This is the most pertinent theme, one addressed in the narratives driven by Jane, Rick, Neil and the narrator. A freshness in 'life' for the characters, whose narratives grow forth from the narrator's metafictional concerns in "Roof": "Sometimes we use metaphors because they carry us--like the hand, hose, water, cement and grass--farther into what happened rather than away from it." This meditation is expanded in Rick's narrative, "Room": "The smell of cool water on the stones and the gold of the sun dancing into it made Rick feel exhilarated, at home." And, in Jane's narrative, the title story, "Monet's Garden": "A shopkeeper...was hosing down the sidewalk in front of his shop, and the water there shone like silver across the flat black asphalt of the streets." The point is to the shades of language that we can deploy in relation to the commonplace, to evoke a sensory apprehension of being. Take joy in life, the writer asserts.

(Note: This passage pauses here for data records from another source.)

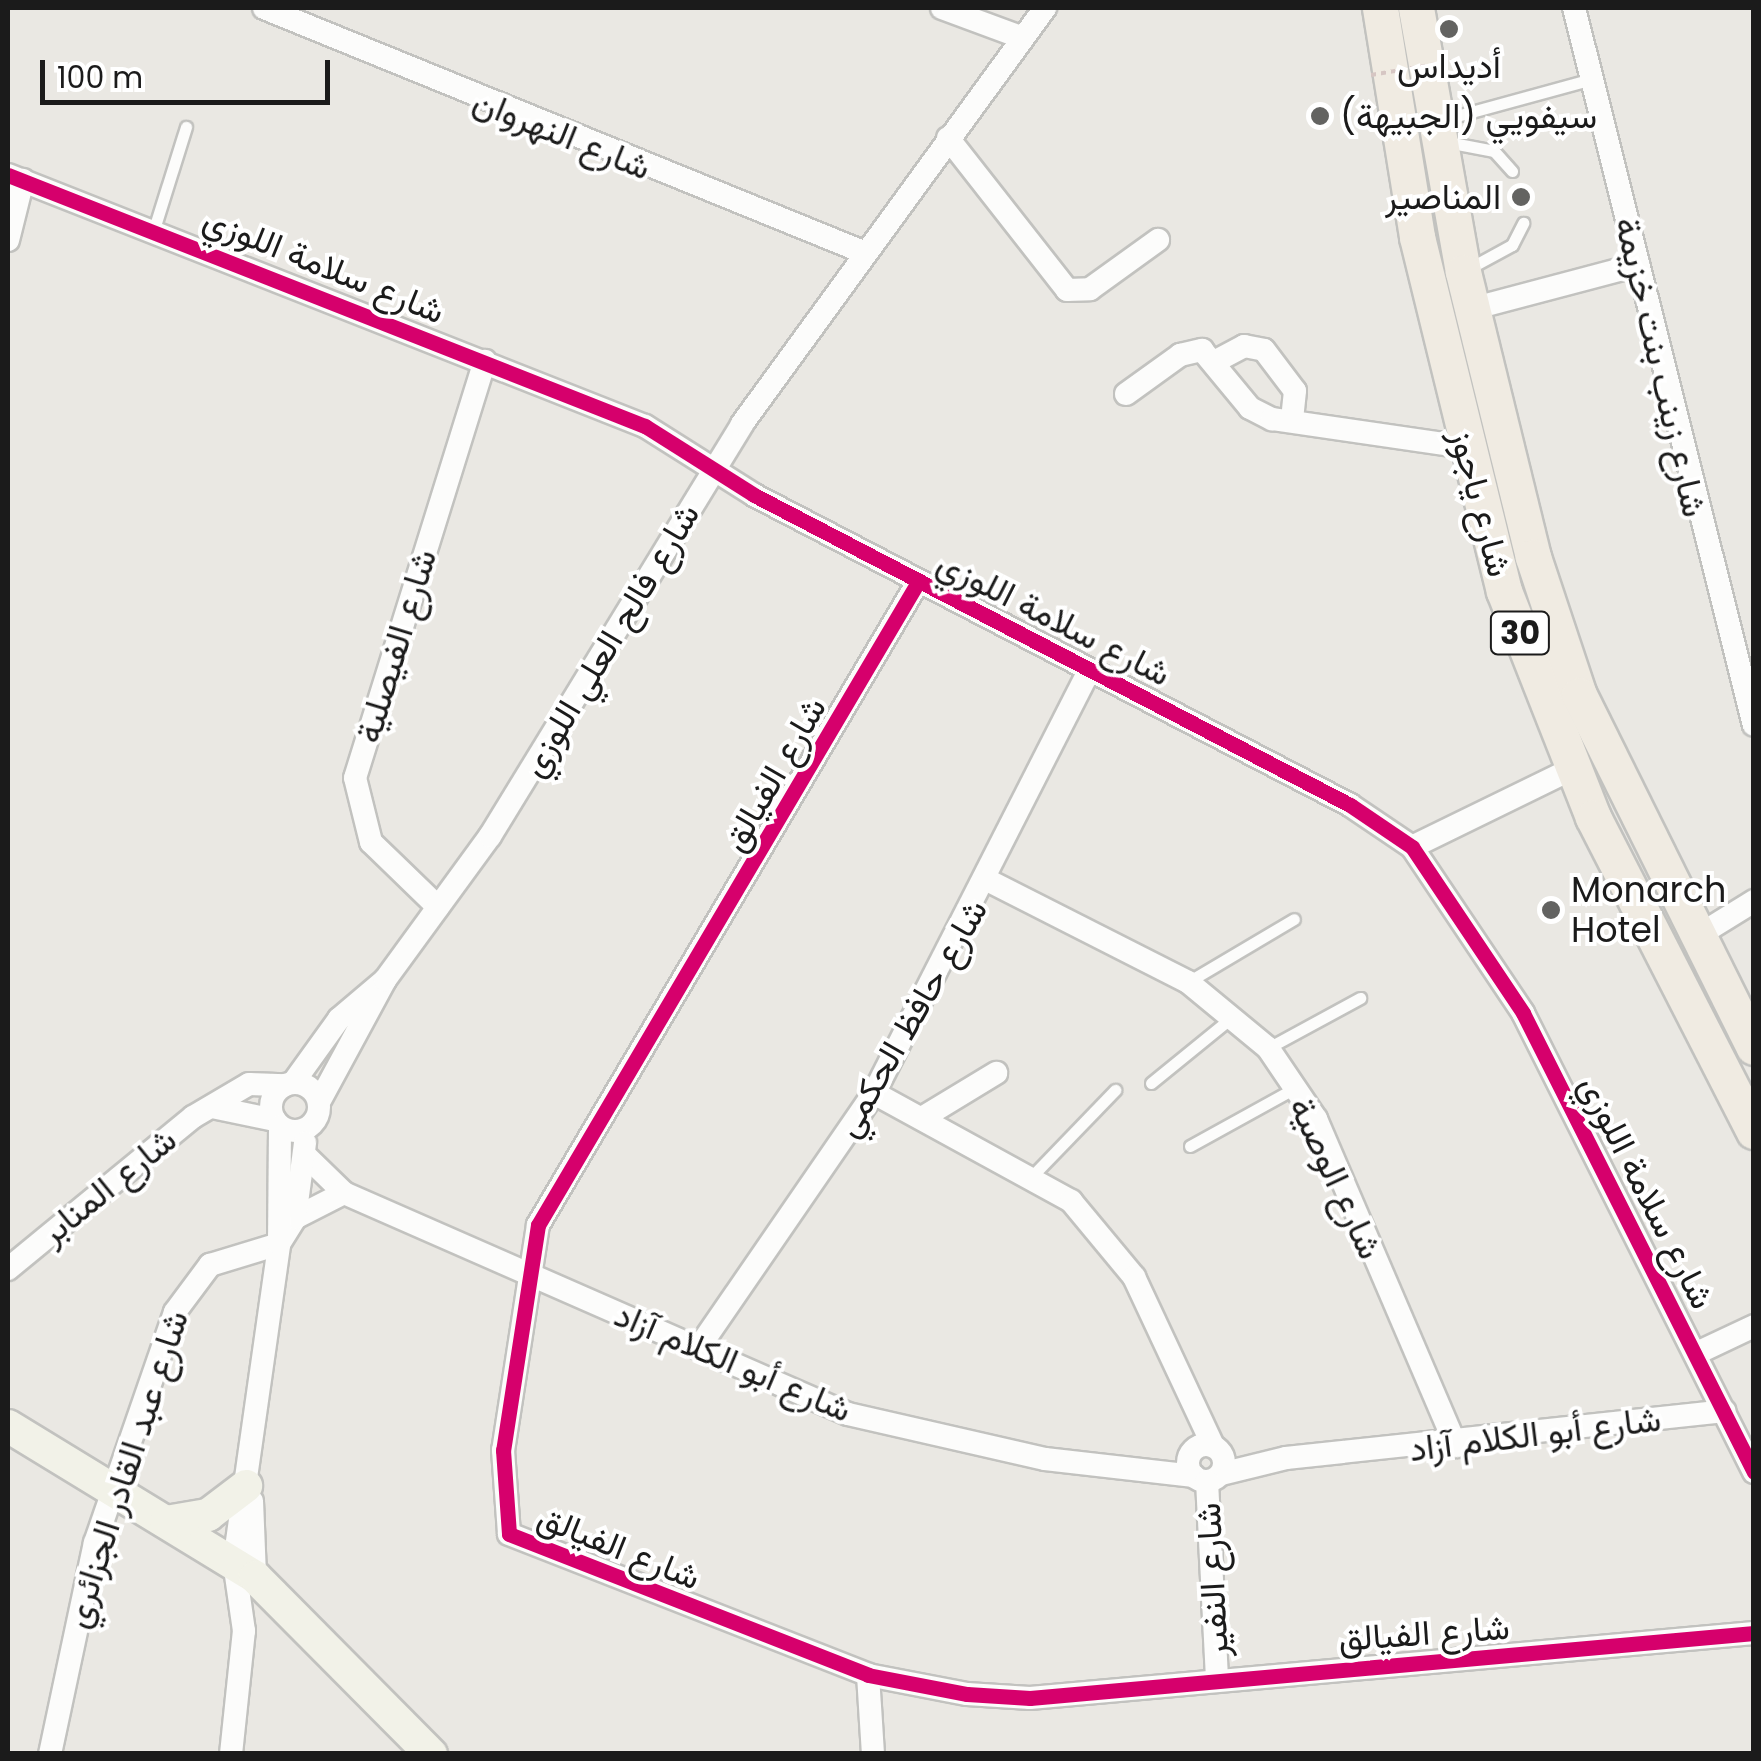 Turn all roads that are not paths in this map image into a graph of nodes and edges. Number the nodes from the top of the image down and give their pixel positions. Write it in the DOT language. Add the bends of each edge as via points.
graph roads {
  1 [pos="264,8"];
  2 [pos="942,8"];
  3 [pos="1045,8"];
  4 [pos="1380,8"];
  5 [pos="1416,8"];
  6 [pos="1574,8"];
  7 [pos="1023,38"];
  8 [pos="1592,79"];
  9 [pos="186,127"];
  10 [pos="1437,131"];
  11 [pos="948,138"];
  12 [pos="1512,172"];
  13 [pos="15,178"];
  14 [pos="1523,223"];
  15 [pos="154,229"];
  16 [pos="8,240"];
  17 [pos="1158,240"];
  18 [pos="863,252"];
  19 [pos="1638,264"];
  20 [pos="1463,272"];
  21 [pos="1471,309"];
  22 [pos="1216,360"];
  23 [pos="485,361"];
  24 [pos="1126,394"];
  25 [pos="1292,418"];
  26 [pos="1464,447"];
  27 [pos="713,471"];
  28 [pos="918,582"];
  29 [pos="1088,670"];
  30 [pos="1754,725"];
  31 [pos="1572,769"];
  32 [pos="1412,848"];
  33 [pos="989,881"];
  34 [pos="1754,900"];
  35 [pos="438,907"];
  36 [pos="1294,919"];
  37 [pos="1699,935"];
  38 [pos="385,980"];
  39 [pos="1188,982"];
  40 [pos="1360,998"];
  41 [pos="1232,1018"];
  42 [pos="1754,1047"];
  43 [pos="1268,1048"];
  44 [pos="996,1073"];
  45 [pos="1152,1083"];
  46 [pos="289,1084"];
  47 [pos="1295,1088"];
  48 [pos="1115,1090"];
  49 [pos="874,1094"];
  50 [pos="319,1102"];
  51 [pos="212,1107"];
  52 [pos="922,1118"];
  53 [pos="278,1123"];
  54 [pos="306,1129"];
  55 [pos="1754,1131"];
  56 [pos="1190,1146"];
  57 [pos="305,1155"];
  58 [pos="1034,1174"];
  59 [pos="344,1193"];
  60 [pos="294,1218"];
  61 [pos="279,1244"];
  62 [pos="8,1269"];
  63 [pos="526,1272"];
  64 [pos="1754,1326"];
  65 [pos="700,1346"];
  66 [pos="1697,1354"];
  67 [pos="1724,1411"];
  68 [pos="8,1426"];
  69 [pos="1456,1446"];
  70 [pos="1205,1462"];
  71 [pos="1754,1472"];
  72 [pos="246,1486"];
  73 [pos="114,1490"];
  74 [pos="166,1522"];
  75 [pos="244,1570"];
  76 [pos="1754,1633"];
  77 [pos="868,1675"];
  78 [pos="1217,1679"];
  79 [pos="50,1754"];
  80 [pos="232,1754"];
  81 [pos="431,1754"];
  82 [pos="873,1754"];
  1 -- 18 [label="street, شارع النهروان"];
  2 -- 7 [label="street"];
  3 -- 7 [label="street, شارع فالح العلي اللوزي"];
  4 -- 26 [label="main road, شارع ياجوز / 30"];
  5 -- 10 [label="main road, شارع ياجوز / 30"];
  6 -- 8 [label="street, شارع زينب بنت خزيمة"];
  7 -- 11 [label="street, شارع فالح العلي اللوزي"];
  8 -- 10 [label="lane"];
  8 -- 19 [label="street, شارع زينب بنت خزيمة"];
  9 -- 15 [label="lane"];
  10 -- 12 [label="lane" via="1494,151"];
  10 -- 20 [label="main road, شارع ياجوز / 30"];
  11 -- 17 [label="street" via="1068,290 1090,289"];
  11 -- 18 [label="street, شارع فالح العلي اللوزي"];
  13 -- 15 [label="street, شارع سلامة اللوزي"];
  13 -- 16 [label="street"];
  14 -- 20 [label="lane" via="1512,245"];
  15 -- 23 [label="street, شارع سلامة اللوزي"];
  18 -- 27 [label="street, شارع فالح العلي اللوزي"];
  19 -- 21 [label="street"];
  19 -- 30 [label="street, شارع زينب بنت خزيمة"];
  20 -- 21 [label="main road, شارع ياجوز / 30"];
  21 -- 37 [label="main road, شارع ياجوز / 30" via="1532,557 1579,694"];
  22 -- 24 [label="street" via="1192,349"];
  22 -- 25 [label="street" via="1250,408"];
  22 -- 25 [label="street" via="1244,346 1264,350 1295,391"];
  23 -- 27 [label="street, شارع سلامة اللوزي" via="644,426"];
  23 -- 35 [label="street, شارع الفيصلية" via="355,778 371,842"];
  25 -- 26 [label="street"];
  26 -- 31 [label="main road, شارع ياجوز / 30" via="1504,591"];
  27 -- 28 [label="street, شارع سلامة اللوزي"];
  27 -- 35 [label="street, شارع فالح العلي اللوزي"];
  28 -- 29 [label="street, شارع سلامة اللوزي"];
  28 -- 63 [label="street, شارع الفيالق" via="546,1211"];
  29 -- 32 [label="street, شارع سلامة اللوزي" via="1350,805"];
  29 -- 33 [label="street, شارع حافظ الحكمي"];
  31 -- 32 [label="street"];
  31 -- 55 [label="main road, شارع ياجوز / 30"];
  32 -- 66 [label="street, شارع سلامة اللوزي" via="1482,940"];
  33 -- 39 [label="street, شارع الوصية"];
  33 -- 49 [label="street, شارع حافظ الحكمي"];
  34 -- 37 [label="street"];
  35 -- 38 [label="street, شارع فالح العلي اللوزي"];
  36 -- 39 [label="lane"];
  37 -- 42 [label="main road, شارع ياجوز / 30"];
  38 -- 46 [label="street, شارع فالح العلي اللوزي" via="339,1018"];
  38 -- 50 [label="street, شارع فالح العلي اللوزي"];
  39 -- 41 [label="street, شارع الوصية"];
  40 -- 43 [label="lane"];
  41 -- 43 [label="street, شارع الوصية"];
  41 -- 45 [label="lane"];
  43 -- 47 [label="street, شارع الوصية"];
  44 -- 52 [label="street"];
  46 -- 50 [label="street"];
  46 -- 51 [label="street, شارع المنابر" via="249,1084"];
  46 -- 53 [label="street, شارع فالح العلي اللوزي" via="271,1103"];
  47 -- 56 [label="lane"];
  47 -- 69 [label="street, شارع الوصية"];
  48 -- 58 [label="lane"];
  49 -- 52 [label="street, شارع النفير"];
  49 -- 65 [label="street, شارع حافظ الحكمي"];
  50 -- 54 [label="street, شارع فالح العلي اللوزي"];
  51 -- 53 [label="street, شارع المنابر"];
  51 -- 62 [label="street, شارع المنابر"];
  52 -- 58 [label="street, شارع النفير"];
  53 -- 54 [label="street, شارع المنابر"];
  53 -- 61 [label="street"];
  54 -- 57 [label="street"];
  57 -- 59 [label="street, شارع أبو الكلام آزاد"];
  57 -- 60 [label="street"];
  58 -- 70 [label="street, شارع النفير" via="1114,1247 1190,1401"];
  59 -- 60 [label="street"];
  59 -- 63 [label="street, شارع أبو الكلام آزاد"];
  60 -- 61 [label="street"];
  61 -- 72 [label="street"];
  61 -- 73 [label="street, شارع عبد القادر الجزائري" via="210,1265 184,1293"];
  63 -- 65 [label="street, شارع أبو الكلام آزاد"];
  63 -- 77 [label="street, شارع الفيالق" via="503,1450 509,1534"];
  64 -- 66 [label="street"];
  65 -- 70 [label="street, شارع أبو الكلام آزاد" via="848,1414 1045,1460"];
  66 -- 67 [label="street, شارع سلامة اللوزي"];
  67 -- 69 [label="street, شارع أبو الكلام آزاد"];
  67 -- 71 [label="street, شارع سلامة اللوزي"];
  68 -- 73 [label="street"];
  69 -- 70 [label="street, شارع أبو الكلام آزاد"];
  70 -- 78 [label="street, شارع النفير"];
  72 -- 74 [label="street" via="208,1515"];
  72 -- 75 [label="street"];
  73 -- 74 [label="street"];
  73 -- 79 [label="street, شارع عبد القادر الجزائري" via="69,1644"];
  74 -- 75 [label="street"];
  75 -- 80 [label="street"];
  75 -- 81 [label="street"];
  76 -- 78 [label="street, شارع الفيالق"];
  77 -- 78 [label="street, شارع الفيالق" via="1030,1698"];
  77 -- 82 [label="street"];
}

All of the characters are thoughtful, the point, is to go past the mind's defences (control, irony, ritual are a few Lent uses), to reach a greater openness to being. This is why Monet, impressionism, and Strasbourg are important, particularly in the evocative "Taste": "At first they'd been disarmed by how physical the people in Strasbourg were. Rick and Jennifer were Canadians, after all, and had grown up in their heads." "They loved the communal street feeling of it compared to the closed houses and televisions back home." These might be a cliché, but the retention and transporting of what they learn into the narrator's sequence "Roofs in the Morning" ("collective", "physical texture of the lives") into that other life and culture.
The narrator is "reaching for metaphors". For example, in the story titled "The Bright Field", Charles, the siblings' father, is dead, but his thoughts intersperse the rest of the family's discussion (a structural cue to the text as a whole is given). Charles' thoughts offer his epiphany on life in a poignant existential moment: the ability to encompass the familiar and the mysterious, to see their beauty and growth, and to surrender control: being, if only for a moment. The pungent echo of her father's gift in the North Dakota cornfield ("The Bright Field") leads to Jane's appreciation of a Frenchman's gift ("Monet's Garden"), which, banal as it seems, allows her to see a landscape "of this world" and thus surrender "into the world". Similarly, Rick surrenders to the lived, experiential life ("Taste") and Neil aims for a middle ground between complete sublimation to and complete control over being ("Think of the People Behind You").
Finally, Lent's book is about the ways we order, engage, ritualize, and surrender to the space of being. In its figurative language and improvisational apprehension of lives, Monet's Garden has an appeal to artists, writers, musicians and especially to the general reading public because of its stress on the joys and freshness to be found in day-to-day existence.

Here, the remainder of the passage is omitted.